- Opening Delimiter -

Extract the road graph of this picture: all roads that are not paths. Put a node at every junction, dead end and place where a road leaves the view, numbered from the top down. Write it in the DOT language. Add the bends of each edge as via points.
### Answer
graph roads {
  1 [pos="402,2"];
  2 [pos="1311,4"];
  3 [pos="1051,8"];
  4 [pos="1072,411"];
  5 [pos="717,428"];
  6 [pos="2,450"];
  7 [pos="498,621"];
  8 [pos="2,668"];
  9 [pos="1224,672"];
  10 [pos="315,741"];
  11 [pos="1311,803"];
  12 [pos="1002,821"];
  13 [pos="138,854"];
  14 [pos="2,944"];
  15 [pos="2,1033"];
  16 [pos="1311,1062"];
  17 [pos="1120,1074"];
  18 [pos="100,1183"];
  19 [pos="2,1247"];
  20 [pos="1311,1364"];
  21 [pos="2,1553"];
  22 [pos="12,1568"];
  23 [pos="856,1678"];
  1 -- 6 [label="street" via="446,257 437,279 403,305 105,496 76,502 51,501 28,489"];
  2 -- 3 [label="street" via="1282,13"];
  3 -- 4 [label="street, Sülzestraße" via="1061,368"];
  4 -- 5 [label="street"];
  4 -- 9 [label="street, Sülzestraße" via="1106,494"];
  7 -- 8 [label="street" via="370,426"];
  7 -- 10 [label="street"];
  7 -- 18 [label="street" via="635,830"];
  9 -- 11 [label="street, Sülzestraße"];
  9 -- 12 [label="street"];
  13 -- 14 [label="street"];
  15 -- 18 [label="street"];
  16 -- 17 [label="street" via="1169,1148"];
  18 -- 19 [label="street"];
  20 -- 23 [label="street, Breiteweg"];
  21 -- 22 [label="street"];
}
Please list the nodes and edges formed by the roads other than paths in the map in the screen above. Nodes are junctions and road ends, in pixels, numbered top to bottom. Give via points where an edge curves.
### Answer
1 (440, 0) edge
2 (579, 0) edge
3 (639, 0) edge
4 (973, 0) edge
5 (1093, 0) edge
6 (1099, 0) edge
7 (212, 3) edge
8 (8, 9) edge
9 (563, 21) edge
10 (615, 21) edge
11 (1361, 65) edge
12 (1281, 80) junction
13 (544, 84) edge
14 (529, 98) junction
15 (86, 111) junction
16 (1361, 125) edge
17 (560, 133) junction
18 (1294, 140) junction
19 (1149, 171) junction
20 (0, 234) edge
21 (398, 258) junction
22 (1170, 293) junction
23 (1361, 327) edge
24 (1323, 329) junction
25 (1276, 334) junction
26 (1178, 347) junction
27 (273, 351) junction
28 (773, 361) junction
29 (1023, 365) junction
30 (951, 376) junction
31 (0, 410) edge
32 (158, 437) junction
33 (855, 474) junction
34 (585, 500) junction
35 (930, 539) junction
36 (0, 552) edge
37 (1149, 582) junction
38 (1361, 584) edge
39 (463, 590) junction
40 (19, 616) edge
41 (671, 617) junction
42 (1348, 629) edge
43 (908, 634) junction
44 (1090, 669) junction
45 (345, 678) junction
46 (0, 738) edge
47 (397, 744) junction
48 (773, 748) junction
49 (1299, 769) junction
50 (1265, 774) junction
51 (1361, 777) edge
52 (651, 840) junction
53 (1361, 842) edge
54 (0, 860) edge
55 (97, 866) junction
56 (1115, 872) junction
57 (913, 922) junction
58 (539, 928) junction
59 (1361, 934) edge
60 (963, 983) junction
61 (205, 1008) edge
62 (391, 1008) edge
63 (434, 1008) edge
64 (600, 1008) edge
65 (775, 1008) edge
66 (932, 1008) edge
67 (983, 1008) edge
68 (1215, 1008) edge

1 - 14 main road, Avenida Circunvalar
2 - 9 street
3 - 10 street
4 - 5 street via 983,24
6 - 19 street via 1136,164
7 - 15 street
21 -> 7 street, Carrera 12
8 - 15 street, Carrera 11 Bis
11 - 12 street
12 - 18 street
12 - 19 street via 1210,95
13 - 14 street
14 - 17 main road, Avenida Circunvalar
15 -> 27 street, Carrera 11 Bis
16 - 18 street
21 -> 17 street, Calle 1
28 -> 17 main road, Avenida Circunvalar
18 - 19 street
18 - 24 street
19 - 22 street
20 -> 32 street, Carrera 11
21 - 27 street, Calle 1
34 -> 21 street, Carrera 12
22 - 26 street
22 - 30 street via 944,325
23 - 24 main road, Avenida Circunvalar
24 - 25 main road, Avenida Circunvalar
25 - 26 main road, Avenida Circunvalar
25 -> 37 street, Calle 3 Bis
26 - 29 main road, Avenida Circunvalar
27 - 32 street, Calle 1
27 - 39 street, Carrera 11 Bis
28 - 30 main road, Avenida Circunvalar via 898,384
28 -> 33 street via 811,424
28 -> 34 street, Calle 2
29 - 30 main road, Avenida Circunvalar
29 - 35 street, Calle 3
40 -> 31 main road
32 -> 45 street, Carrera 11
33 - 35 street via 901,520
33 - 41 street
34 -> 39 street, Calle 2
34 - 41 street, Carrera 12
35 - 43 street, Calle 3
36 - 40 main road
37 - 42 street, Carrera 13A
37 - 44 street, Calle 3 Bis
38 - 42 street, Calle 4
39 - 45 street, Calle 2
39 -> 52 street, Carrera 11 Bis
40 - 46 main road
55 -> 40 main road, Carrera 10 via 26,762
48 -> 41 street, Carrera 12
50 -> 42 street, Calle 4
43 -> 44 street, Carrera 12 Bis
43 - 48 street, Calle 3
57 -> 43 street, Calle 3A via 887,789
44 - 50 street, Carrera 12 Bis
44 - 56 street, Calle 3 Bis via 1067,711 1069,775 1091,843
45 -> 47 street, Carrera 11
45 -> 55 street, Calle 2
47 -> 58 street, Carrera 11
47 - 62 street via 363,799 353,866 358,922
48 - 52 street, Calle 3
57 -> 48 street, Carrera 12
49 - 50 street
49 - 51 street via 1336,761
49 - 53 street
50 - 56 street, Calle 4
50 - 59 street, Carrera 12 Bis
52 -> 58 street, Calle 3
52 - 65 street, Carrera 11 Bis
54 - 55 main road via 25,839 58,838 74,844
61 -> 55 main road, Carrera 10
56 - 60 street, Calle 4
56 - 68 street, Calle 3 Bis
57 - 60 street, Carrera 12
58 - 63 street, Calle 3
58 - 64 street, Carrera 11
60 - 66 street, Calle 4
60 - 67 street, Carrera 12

- Closing Delimiter -

— REQUIREMENT —
Produce the whole listing once more, exactly.

— TASK OUTPUT —
Extract the road graph of this picture: all roads that are not paths. Put a node at every junction, dead end and place where a road leaves the view, numbered from the top down. Write it in the DOT language. Add the bends of each edge as via points.
### Answer
graph roads {
  1 [pos="402,2"];
  2 [pos="1311,4"];
  3 [pos="1051,8"];
  4 [pos="1072,411"];
  5 [pos="717,428"];
  6 [pos="2,450"];
  7 [pos="498,621"];
  8 [pos="2,668"];
  9 [pos="1224,672"];
  10 [pos="315,741"];
  11 [pos="1311,803"];
  12 [pos="1002,821"];
  13 [pos="138,854"];
  14 [pos="2,944"];
  15 [pos="2,1033"];
  16 [pos="1311,1062"];
  17 [pos="1120,1074"];
  18 [pos="100,1183"];
  19 [pos="2,1247"];
  20 [pos="1311,1364"];
  21 [pos="2,1553"];
  22 [pos="12,1568"];
  23 [pos="856,1678"];
  1 -- 6 [label="street" via="446,257 437,279 403,305 105,496 76,502 51,501 28,489"];
  2 -- 3 [label="street" via="1282,13"];
  3 -- 4 [label="street, Sülzestraße" via="1061,368"];
  4 -- 5 [label="street"];
  4 -- 9 [label="street, Sülzestraße" via="1106,494"];
  7 -- 8 [label="street" via="370,426"];
  7 -- 10 [label="street"];
  7 -- 18 [label="street" via="635,830"];
  9 -- 11 [label="street, Sülzestraße"];
  9 -- 12 [label="street"];
  13 -- 14 [label="street"];
  15 -- 18 [label="street"];
  16 -- 17 [label="street" via="1169,1148"];
  18 -- 19 [label="street"];
  20 -- 23 [label="street, Breiteweg"];
  21 -- 22 [label="street"];
}
Please list the nodes and edges formed by the roads other than paths in the map in the screen above. Nodes are junctions and road ends, in pixels, numbered top to bottom. Give via points where an edge curves.
### Answer
1 (440, 0) edge
2 (579, 0) edge
3 (639, 0) edge
4 (973, 0) edge
5 (1093, 0) edge
6 (1099, 0) edge
7 (212, 3) edge
8 (8, 9) edge
9 (563, 21) edge
10 (615, 21) edge
11 (1361, 65) edge
12 (1281, 80) junction
13 (544, 84) edge
14 (529, 98) junction
15 (86, 111) junction
16 (1361, 125) edge
17 (560, 133) junction
18 (1294, 140) junction
19 (1149, 171) junction
20 (0, 234) edge
21 (398, 258) junction
22 (1170, 293) junction
23 (1361, 327) edge
24 (1323, 329) junction
25 (1276, 334) junction
26 (1178, 347) junction
27 (273, 351) junction
28 (773, 361) junction
29 (1023, 365) junction
30 (951, 376) junction
31 (0, 410) edge
32 (158, 437) junction
33 (855, 474) junction
34 (585, 500) junction
35 (930, 539) junction
36 (0, 552) edge
37 (1149, 582) junction
38 (1361, 584) edge
39 (463, 590) junction
40 (19, 616) edge
41 (671, 617) junction
42 (1348, 629) edge
43 (908, 634) junction
44 (1090, 669) junction
45 (345, 678) junction
46 (0, 738) edge
47 (397, 744) junction
48 (773, 748) junction
49 (1299, 769) junction
50 (1265, 774) junction
51 (1361, 777) edge
52 (651, 840) junction
53 (1361, 842) edge
54 (0, 860) edge
55 (97, 866) junction
56 (1115, 872) junction
57 (913, 922) junction
58 (539, 928) junction
59 (1361, 934) edge
60 (963, 983) junction
61 (205, 1008) edge
62 (391, 1008) edge
63 (434, 1008) edge
64 (600, 1008) edge
65 (775, 1008) edge
66 (932, 1008) edge
67 (983, 1008) edge
68 (1215, 1008) edge

1 - 14 main road, Avenida Circunvalar
2 - 9 street
3 - 10 street
4 - 5 street via 983,24
6 - 19 street via 1136,164
7 - 15 street
21 -> 7 street, Carrera 12
8 - 15 street, Carrera 11 Bis
11 - 12 street
12 - 18 street
12 - 19 street via 1210,95
13 - 14 street
14 - 17 main road, Avenida Circunvalar
15 -> 27 street, Carrera 11 Bis
16 - 18 street
21 -> 17 street, Calle 1
28 -> 17 main road, Avenida Circunvalar
18 - 19 street
18 - 24 street
19 - 22 street
20 -> 32 street, Carrera 11
21 - 27 street, Calle 1
34 -> 21 street, Carrera 12
22 - 26 street
22 - 30 street via 944,325
23 - 24 main road, Avenida Circunvalar
24 - 25 main road, Avenida Circunvalar
25 - 26 main road, Avenida Circunvalar
25 -> 37 street, Calle 3 Bis
26 - 29 main road, Avenida Circunvalar
27 - 32 street, Calle 1
27 - 39 street, Carrera 11 Bis
28 - 30 main road, Avenida Circunvalar via 898,384
28 -> 33 street via 811,424
28 -> 34 street, Calle 2
29 - 30 main road, Avenida Circunvalar
29 - 35 street, Calle 3
40 -> 31 main road
32 -> 45 street, Carrera 11
33 - 35 street via 901,520
33 - 41 street
34 -> 39 street, Calle 2
34 - 41 street, Carrera 12
35 - 43 street, Calle 3
36 - 40 main road
37 - 42 street, Carrera 13A
37 - 44 street, Calle 3 Bis
38 - 42 street, Calle 4
39 - 45 street, Calle 2
39 -> 52 street, Carrera 11 Bis
40 - 46 main road
55 -> 40 main road, Carrera 10 via 26,762
48 -> 41 street, Carrera 12
50 -> 42 street, Calle 4
43 -> 44 street, Carrera 12 Bis
43 - 48 street, Calle 3
57 -> 43 street, Calle 3A via 887,789
44 - 50 street, Carrera 12 Bis
44 - 56 street, Calle 3 Bis via 1067,711 1069,775 1091,843
45 -> 47 street, Carrera 11
45 -> 55 street, Calle 2
47 -> 58 street, Carrera 11
47 - 62 street via 363,799 353,866 358,922
48 - 52 street, Calle 3
57 -> 48 street, Carrera 12
49 - 50 street
49 - 51 street via 1336,761
49 - 53 street
50 - 56 street, Calle 4
50 - 59 street, Carrera 12 Bis
52 -> 58 street, Calle 3
52 - 65 street, Carrera 11 Bis
54 - 55 main road via 25,839 58,838 74,844
61 -> 55 main road, Carrera 10
56 - 60 street, Calle 4
56 - 68 street, Calle 3 Bis
57 - 60 street, Carrera 12
58 - 63 street, Calle 3
58 - 64 street, Carrera 11
60 - 66 street, Calle 4
60 - 67 street, Carrera 12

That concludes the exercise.